Tenure can protect a teacher’s right to exercise his or her academic freedom on campus. This was evidenced recently in the case of University of California Santa Barbara Prof. William Robinson, who has come under fire for correctly comparing the victims of the Israeli assault on Gaza to the Jewish victims of the Warsaw Ghetto.

As budget cuts create worsening conditions in the schools, teachers will be coming into direct conflict with their districts over this issue. Tenure and other job security procedures offer teachers a modicum of protection when they fight on behalf of their students.

Joseph Straub, a special education teacher who has taught for California State University, Northridge, Cal State L.A., and Loyola Maramount, wrote “The myth of lazy veteran teachers” on dailynews.com and explained, “Many, many times I have had to slug it out with an administrator or other district official (or, to be fair, a parent, or teacher, or bureaucrat, etc.) who just didn’t want to go through the time and expense to serve the student in accordance with the law. Now, how could I protect my students if the very people I had to stand up to had complete control over my livelihood? Only tenure allowed me to say and do what was necessary to ensure my students got what they needed and deserved.”

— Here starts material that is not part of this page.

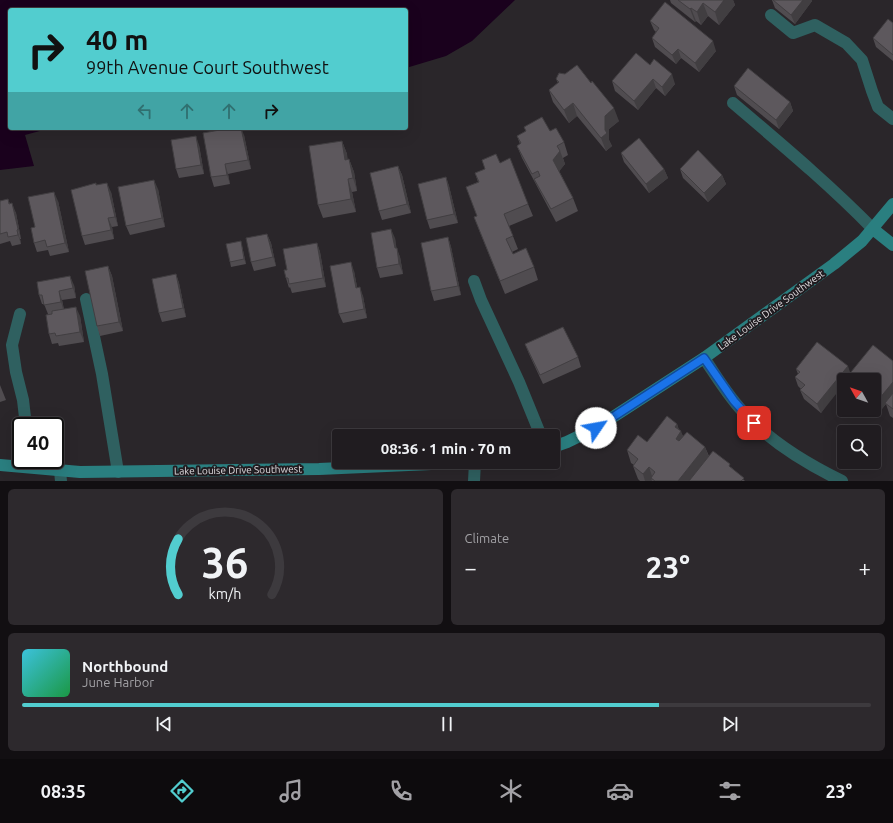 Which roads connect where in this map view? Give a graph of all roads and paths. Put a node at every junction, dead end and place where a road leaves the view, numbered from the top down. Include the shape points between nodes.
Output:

In another comment posted in response to the LA Times series, one teacher wrote, “Remember folks, tens of thousands of experienced teachers fight every day for more resources, supplies, materials for your sons and daughters. And we literally get in shouting matches with administration over taking care of students. That will come to an end (and that’s what administration wants) if tenure is eliminated.”

It is not accidental that this attack on tenure, which historically defends a teacher’s right to speak his or her mind against an administrator and not be fired, is coming in the midst of one of the worst budget crises in the history of the public school system. 

Furthermore, it should be noted that the LA Times began publication of the series the day following an announcement by the UTLA that there would be one-day “work stoppage” on May 15 to protest teacher layoffs. Although the one-day strike was called off, the timing of the series further demonstrates that the LA Times is propagating a media conspiracy against California’s teachers. 

A recent May 13 article entitled “School board members acknowledge swifter firings are needed” provides an indication as to where the Los Angeles Times’ rotten campaign is headed. The article cites the example of LA Unified School Board member Marlene Canter, who introduced a motion to her colleagues to pressure state legislators to revise laws dismissing teachers. Since publication of the series by Song, Canter and four more members of the seven-member board have gone on to support legislation that would accelerate the process of firing tenured teachers.